RECORDS SHOWN »
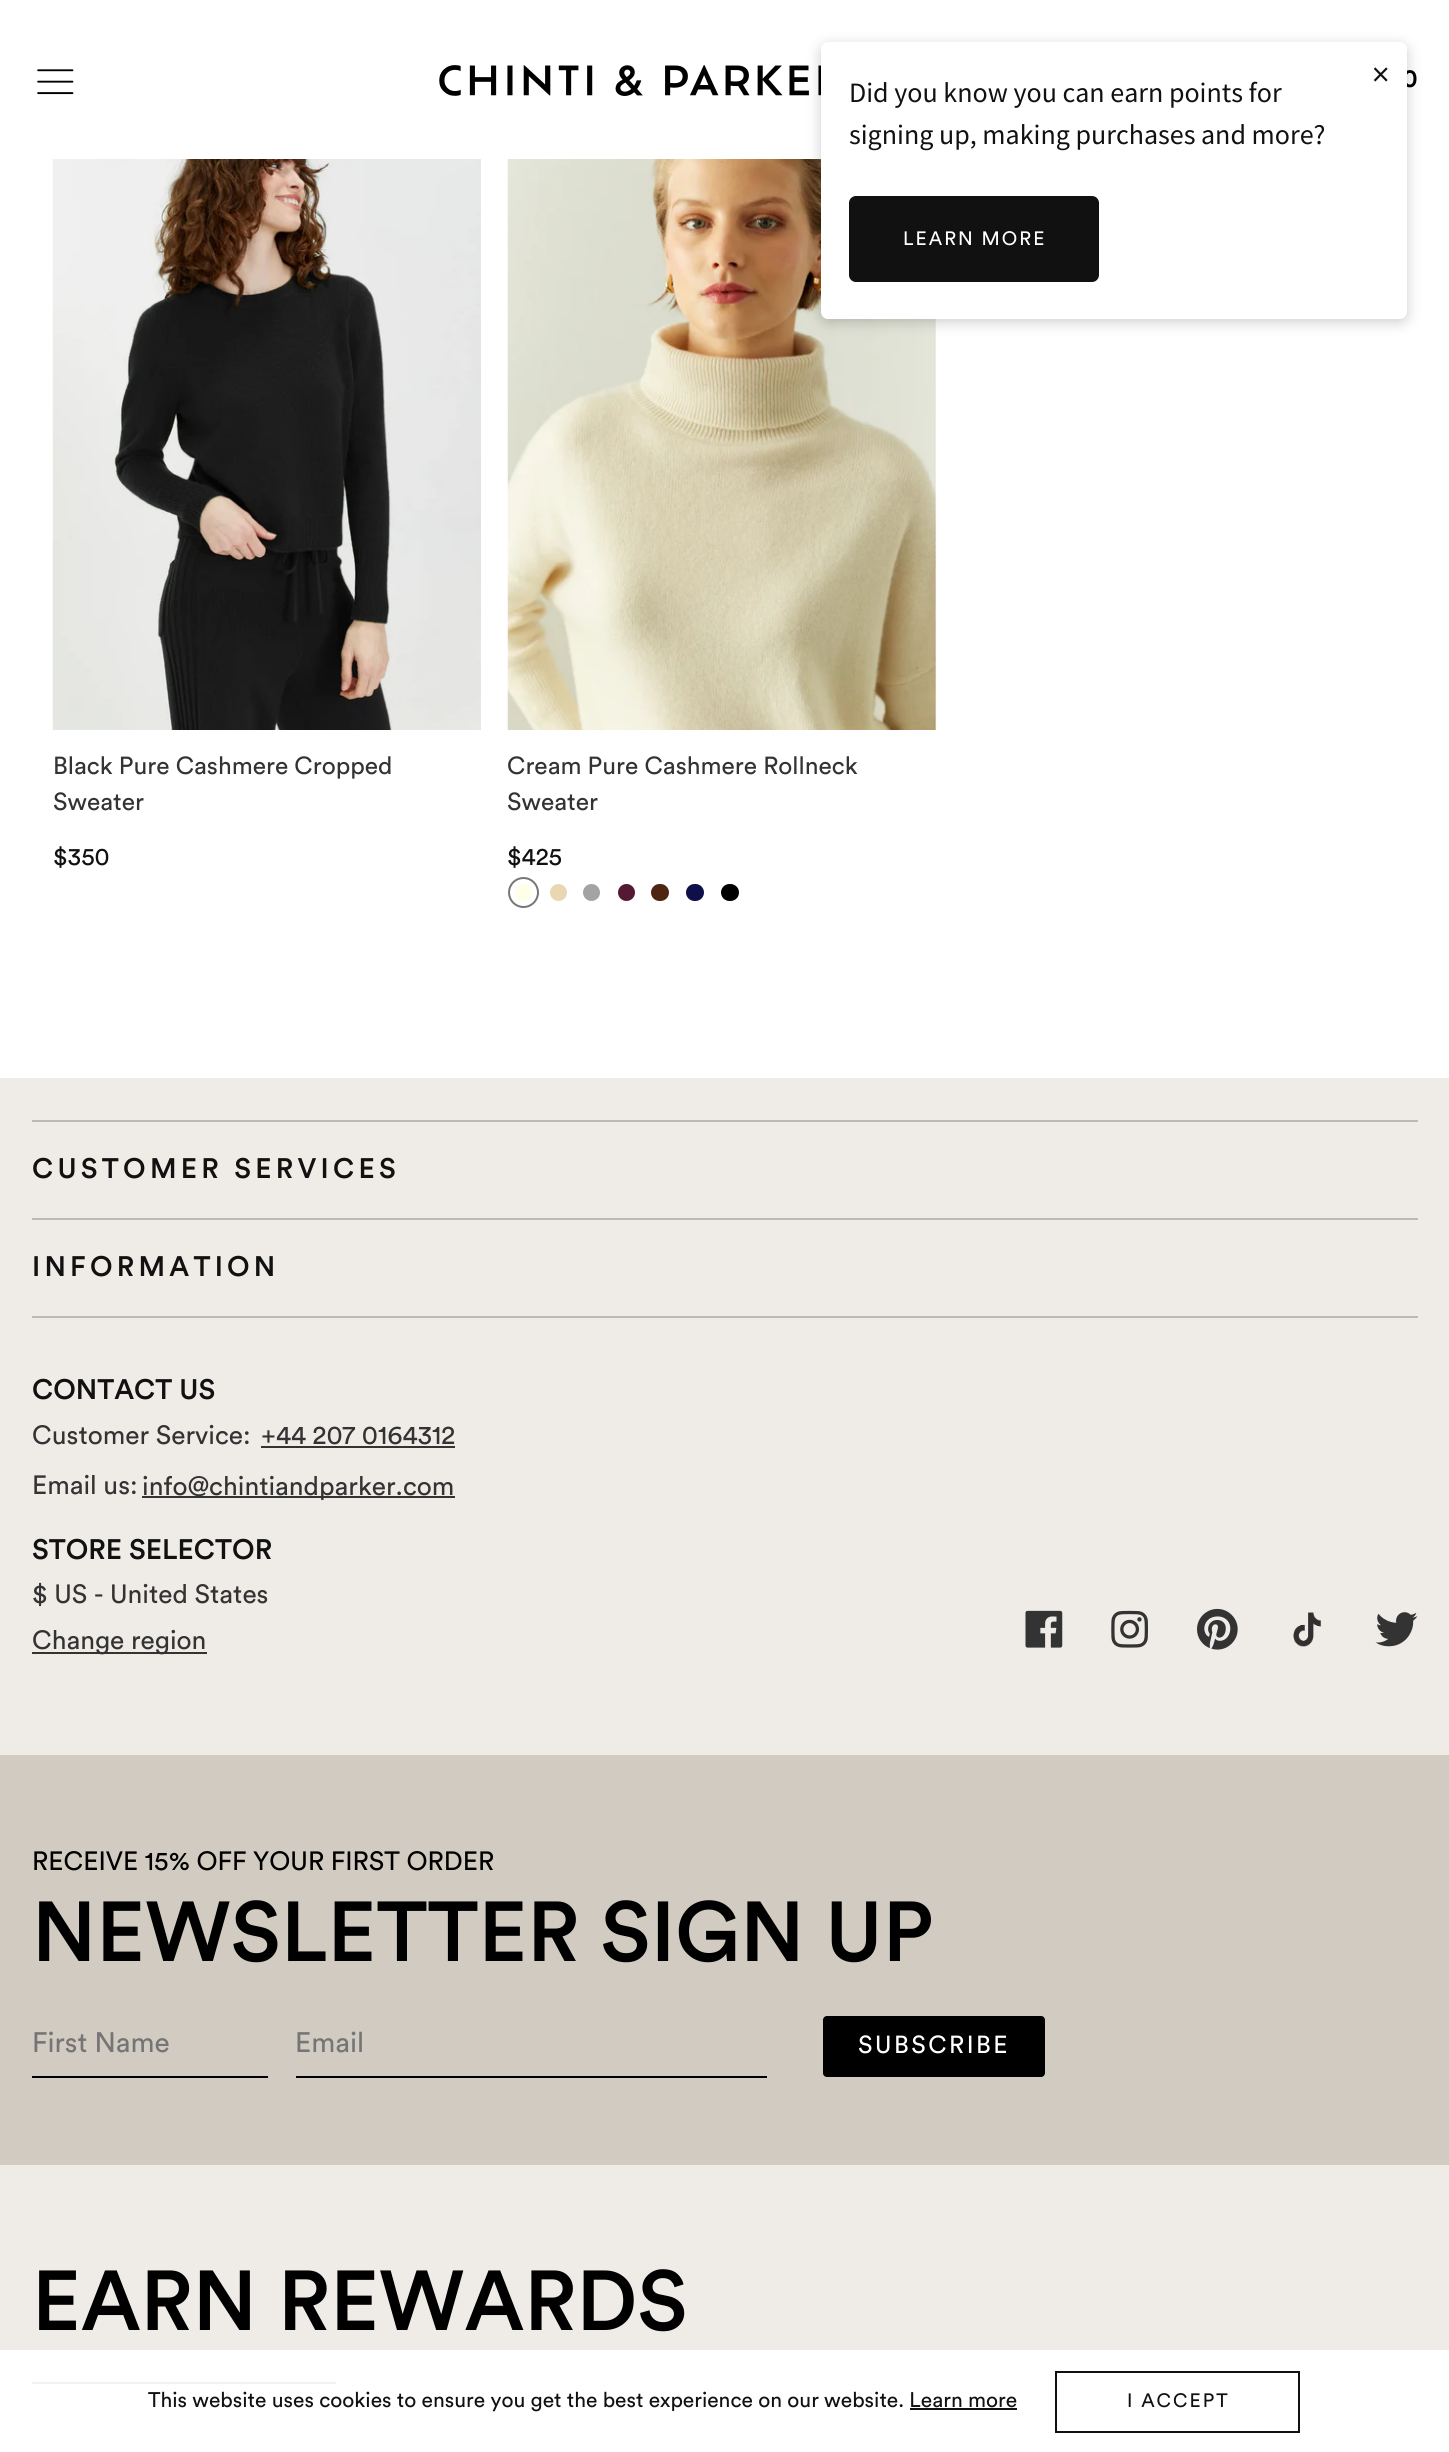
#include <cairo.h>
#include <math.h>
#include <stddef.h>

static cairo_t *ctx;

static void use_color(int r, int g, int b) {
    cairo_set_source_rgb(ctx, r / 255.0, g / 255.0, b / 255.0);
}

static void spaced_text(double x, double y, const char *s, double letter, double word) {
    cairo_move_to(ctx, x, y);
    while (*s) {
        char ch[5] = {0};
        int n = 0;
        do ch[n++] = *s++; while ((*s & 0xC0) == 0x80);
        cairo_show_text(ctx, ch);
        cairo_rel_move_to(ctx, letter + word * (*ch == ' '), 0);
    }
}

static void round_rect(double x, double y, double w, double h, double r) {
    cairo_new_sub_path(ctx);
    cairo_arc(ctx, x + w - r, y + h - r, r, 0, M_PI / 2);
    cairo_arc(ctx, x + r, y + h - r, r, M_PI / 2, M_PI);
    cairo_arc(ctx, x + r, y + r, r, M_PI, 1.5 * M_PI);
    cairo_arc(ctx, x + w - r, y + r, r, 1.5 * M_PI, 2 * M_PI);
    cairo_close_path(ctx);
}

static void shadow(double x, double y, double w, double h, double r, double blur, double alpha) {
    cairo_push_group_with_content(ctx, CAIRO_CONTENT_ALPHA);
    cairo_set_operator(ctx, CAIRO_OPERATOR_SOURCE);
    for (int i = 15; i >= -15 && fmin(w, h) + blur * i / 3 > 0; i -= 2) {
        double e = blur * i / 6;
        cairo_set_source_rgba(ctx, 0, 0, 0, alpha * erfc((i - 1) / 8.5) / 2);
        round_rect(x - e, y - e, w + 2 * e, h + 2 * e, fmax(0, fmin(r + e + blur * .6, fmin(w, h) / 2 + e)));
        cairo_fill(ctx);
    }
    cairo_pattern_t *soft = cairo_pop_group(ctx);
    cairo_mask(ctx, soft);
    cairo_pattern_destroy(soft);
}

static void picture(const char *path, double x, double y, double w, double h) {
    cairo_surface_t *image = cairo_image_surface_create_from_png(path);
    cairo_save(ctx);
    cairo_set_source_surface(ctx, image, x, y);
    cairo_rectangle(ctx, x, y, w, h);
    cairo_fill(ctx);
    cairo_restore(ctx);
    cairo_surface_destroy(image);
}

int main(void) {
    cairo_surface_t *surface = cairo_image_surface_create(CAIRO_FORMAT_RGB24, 1449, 2452);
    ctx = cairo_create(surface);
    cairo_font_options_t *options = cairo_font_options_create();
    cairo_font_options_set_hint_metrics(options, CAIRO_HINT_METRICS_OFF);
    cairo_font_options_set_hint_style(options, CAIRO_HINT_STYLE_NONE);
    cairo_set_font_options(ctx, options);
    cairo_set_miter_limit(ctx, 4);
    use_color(255, 255, 255);
    cairo_paint(ctx);
    picture("img2.png", 439, 65, 382, 31);
    picture("img4.png", 507, 159, 430, 571);
    use_color(0, 0, 0);
    shadow(821, 46, 586, 276, 7, 7, 0.2);
    cairo_select_font_face(ctx, "Circular", CAIRO_FONT_SLANT_NORMAL, CAIRO_FONT_WEIGHT_BOLD);
    cairo_set_font_size(ctx, 24.5);
    use_color(0, 0, 0);
    cairo_move_to(ctx, 1402, 87);
    cairo_show_text(ctx, "0");
    use_color(255, 255, 255);
    round_rect(821, 42, 586, 277, 7);
    cairo_fill(ctx);
    cairo_select_font_face(ctx, "Source Sans Pro", CAIRO_FONT_SLANT_NORMAL, CAIRO_FONT_WEIGHT_NORMAL);
    cairo_set_font_size(ctx, 35);
    use_color(17, 17, 17);
    cairo_move_to(ctx, 1372, 86);
    cairo_show_text(ctx, "×");
    cairo_set_font_size(ctx, 28);
    cairo_move_to(ctx, 849, 102);
    cairo_show_text(ctx, "Did you know you can earn points for");
    cairo_move_to(ctx, 849, 144);
    cairo_show_text(ctx, "signing up, making purchases and more?");
    round_rect(850, 197, 248, 84, 6);
    cairo_fill_preserve(ctx);
    cairo_stroke(ctx);
    cairo_select_font_face(ctx, "Circular", CAIRO_FONT_SLANT_NORMAL, CAIRO_FONT_WEIGHT_NORMAL);
    cairo_set_font_size(ctx, 19.25);
    use_color(255, 255, 255);
    spaced_text(903, 245, "LEARN MORE", 2, 0);
    picture("img1.png", 37, 69, 37, 26);
    picture("img3.png", 52, 159, 429, 571);
    cairo_set_font_size(ctx, 24.5);
    use_color(51, 51, 51);
    cairo_move_to(ctx, 53, 774);
    cairo_show_text(ctx, "Black Pure Cashmere Cropped");
    cairo_move_to(ctx, 53, 810);
    cairo_show_text(ctx, "Sweater");
    use_color(17, 17, 17);
    cairo_move_to(ctx, 53, 865);
    cairo_show_text(ctx, "$350");
    use_color(51, 51, 51);
    cairo_move_to(ctx, 507, 774);
    cairo_show_text(ctx, "Cream Pure Cashmere Rollneck");
    cairo_move_to(ctx, 507, 810);
    cairo_show_text(ctx, "Sweater");
    use_color(17, 17, 17);
    cairo_move_to(ctx, 507, 865);
    cairo_show_text(ctx, "$425");
    cairo_new_path(ctx);
    cairo_arc(ctx, 523.5, 892.5, 14.5, 0, 2 * M_PI);
    use_color(119, 119, 119);
    cairo_stroke(ctx);
    use_color(255, 254, 231);
    cairo_arc(ctx, 523.5, 892.5, 8.5, 0, 2 * M_PI);
    cairo_fill(ctx);
    use_color(232, 215, 178);
    cairo_arc(ctx, 558.5, 892.5, 8.5, 0, 2 * M_PI);
    cairo_fill(ctx);
    use_color(163, 163, 163);
    cairo_arc(ctx, 591.5, 892.5, 8.5, 0, 2 * M_PI);
    cairo_fill(ctx);
    use_color(84, 26, 51);
    cairo_arc(ctx, 626.5, 892.5, 8.5, 0, 2 * M_PI);
    cairo_fill(ctx);
    use_color(79, 36, 18);
    round_rect(651, 884, 18, 17, 8.5);
    cairo_fill(ctx);
    use_color(15, 15, 73);
    round_rect(686, 884, 18, 17, 8.5);
    cairo_fill(ctx);
    use_color(0, 0, 0);
    round_rect(721, 884, 18, 17, 8.5);
    cairo_fill(ctx);
    use_color(239, 236, 231);
    cairo_rectangle(ctx, 0, 1078, 1449, 1272);
    cairo_fill(ctx);
    use_color(187, 186, 184);
    cairo_rectangle(ctx, 32, 1120, 1386, 2);
    cairo_fill(ctx);
    cairo_select_font_face(ctx, "Circular Medium", CAIRO_FONT_SLANT_NORMAL, CAIRO_FONT_WEIGHT_NORMAL);
    cairo_set_font_size(ctx, 28);
    use_color(17, 17, 17);
    spaced_text(32, 1178, "CUSTOMER SERVICES", 4.25, 0);
    use_color(187, 186, 184);
    cairo_rectangle(ctx, 32, 1218, 1386, 2);
    cairo_fill(ctx);
    use_color(17, 17, 17);
    spaced_text(32, 1276, "INFORMATION", 4.25, 0);
    use_color(187, 186, 184);
    cairo_rectangle(ctx, 32, 1316, 1386, 2);
    cairo_fill(ctx);
    use_color(17, 17, 17);
    cairo_move_to(ctx, 32, 1399);
    cairo_show_text(ctx, "CONTACT US");
    cairo_select_font_face(ctx, "Circular", CAIRO_FONT_SLANT_NORMAL, CAIRO_FONT_WEIGHT_NORMAL);
    cairo_set_font_size(ctx, 26.25);
    use_color(51, 51, 51);
    cairo_move_to(ctx, 32, 1444);
    cairo_show_text(ctx, "Customer Service:");
    cairo_move_to(ctx, 261, 1444);
    cairo_show_text(ctx, "+44 207 0164312");
    cairo_rectangle(ctx, 261, 1446, 194, 2);
    cairo_fill(ctx);
    cairo_move_to(ctx, 32, 1494);
    cairo_show_text(ctx, "Email us:");
    cairo_move_to(ctx, 142, 1495);
    cairo_show_text(ctx, "info@chintiandparker.com");
    cairo_rectangle(ctx, 142, 1496, 313, 2);
    cairo_fill(ctx);
    cairo_select_font_face(ctx, "Circular Medium", CAIRO_FONT_SLANT_NORMAL, CAIRO_FONT_WEIGHT_NORMAL);
    cairo_set_font_size(ctx, 28);
    use_color(17, 17, 17);
    cairo_move_to(ctx, 32, 1559);
    cairo_show_text(ctx, "STORE SELECTOR");
    cairo_select_font_face(ctx, "Circular", CAIRO_FONT_SLANT_NORMAL, CAIRO_FONT_WEIGHT_NORMAL);
    cairo_set_font_size(ctx, 26.25);
    use_color(51, 51, 51);
    cairo_move_to(ctx, 32, 1603);
    cairo_show_text(ctx, "$ US - United States");
    cairo_move_to(ctx, 32, 1649);
    cairo_show_text(ctx, "Change region");
    cairo_rectangle(ctx, 32, 1652, 175, 2);
    cairo_fill(ctx);
    picture("img5.png", 1025, 1610, 38, 38);
    picture("img6.png", 1111, 1610, 37, 38);
    picture("img7.png", 1197, 1608, 41, 42);
    picture("img8.png", 1293, 1612, 29, 35);
    picture("img9.png", 1375, 1612, 43, 35);
    use_color(209, 203, 193);
    cairo_rectangle(ctx, 0, 1755, 1449, 410);
    cairo_fill(ctx);
    use_color(0, 0, 0);
    cairo_move_to(ctx, 32, 1870);
    cairo_show_text(ctx, "RECEIVE 15% OFF YOUR FIRST ORDER");
    cairo_select_font_face(ctx, "Circular Medium", CAIRO_FONT_SLANT_NORMAL, CAIRO_FONT_WEIGHT_NORMAL);
    cairo_set_font_size(ctx, 84);
    cairo_move_to(ctx, 32, 1961);
    cairo_show_text(ctx, "NEWSLETTER SIGN UP");
    cairo_rectangle(ctx, 32, 2076, 236, 2);
    cairo_fill(ctx);
    cairo_select_font_face(ctx, "Circular", CAIRO_FONT_SLANT_NORMAL, CAIRO_FONT_WEIGHT_NORMAL);
    cairo_set_font_size(ctx, 28);
    use_color(117, 117, 117);
    cairo_move_to(ctx, 32, 2052);
    cairo_show_text(ctx, "First Name");
    use_color(0, 0, 0);
    cairo_rectangle(ctx, 296, 2076, 471, 2);
    cairo_fill(ctx);
    use_color(117, 117, 117);
    cairo_move_to(ctx, 295, 2052);
    cairo_show_text(ctx, "Email");
    use_color(0, 0, 0);
    round_rect(823, 2016, 222, 61, 4);
    cairo_fill(ctx);
    cairo_set_font_size(ctx, 24.5);
    use_color(255, 255, 255);
    spaced_text(858, 2053, "SUBSCRIBE", 2.5, 0);
    cairo_select_font_face(ctx, "Circular Medium", CAIRO_FONT_SLANT_NORMAL, CAIRO_FONT_WEIGHT_NORMAL);
    cairo_set_font_size(ctx, 84);
    use_color(0, 0, 0);
    cairo_move_to(ctx, 32, 2330);
    cairo_show_text(ctx, "EARN REWARDS");
    use_color(242, 242, 242);
    cairo_rectangle(ctx, 32, 2382, 304, 2);
    cairo_fill(ctx);
    cairo_select_font_face(ctx, "Circular", CAIRO_FONT_SLANT_NORMAL, CAIRO_FONT_WEIGHT_NORMAL);
    cairo_set_font_size(ctx, 21);
    use_color(17, 17, 17);
    cairo_move_to(ctx, 148, 2407);
    cairo_show_text(ctx, "This website uses cookies to ensure you get the best experience on our website. Learn more");
    cairo_rectangle(ctx, 910, 2408, 107, 2);
    cairo_fill(ctx);
    cairo_rectangle(ctx, 1056, 2372, 243, 60);
    cairo_stroke(ctx);
    cairo_set_font_size(ctx, 19.25);
    spaced_text(1127, 2407, "I ACCEPT", 2, 0);
    cairo_surface_write_to_png(surface, "result.png");
    cairo_font_options_destroy(options);
    cairo_destroy(ctx);
    cairo_surface_destroy(surface);
    return 0;
}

YOUR OBJECTIVE »
Would you please copy, word for word, everything above from the line containing "static void shadow(double" down to the line containing "cairo_set_operator(ctx, CAIRO_OPERATOR_SOURCE);", those two lines included?

SOLUTION TO THE PROBLEM »
static void shadow(double x, double y, double w, double h, double r, double blur, double alpha) {
    cairo_push_group_with_content(ctx, CAIRO_CONTENT_ALPHA);
    cairo_set_operator(ctx, CAIRO_OPERATOR_SOURCE);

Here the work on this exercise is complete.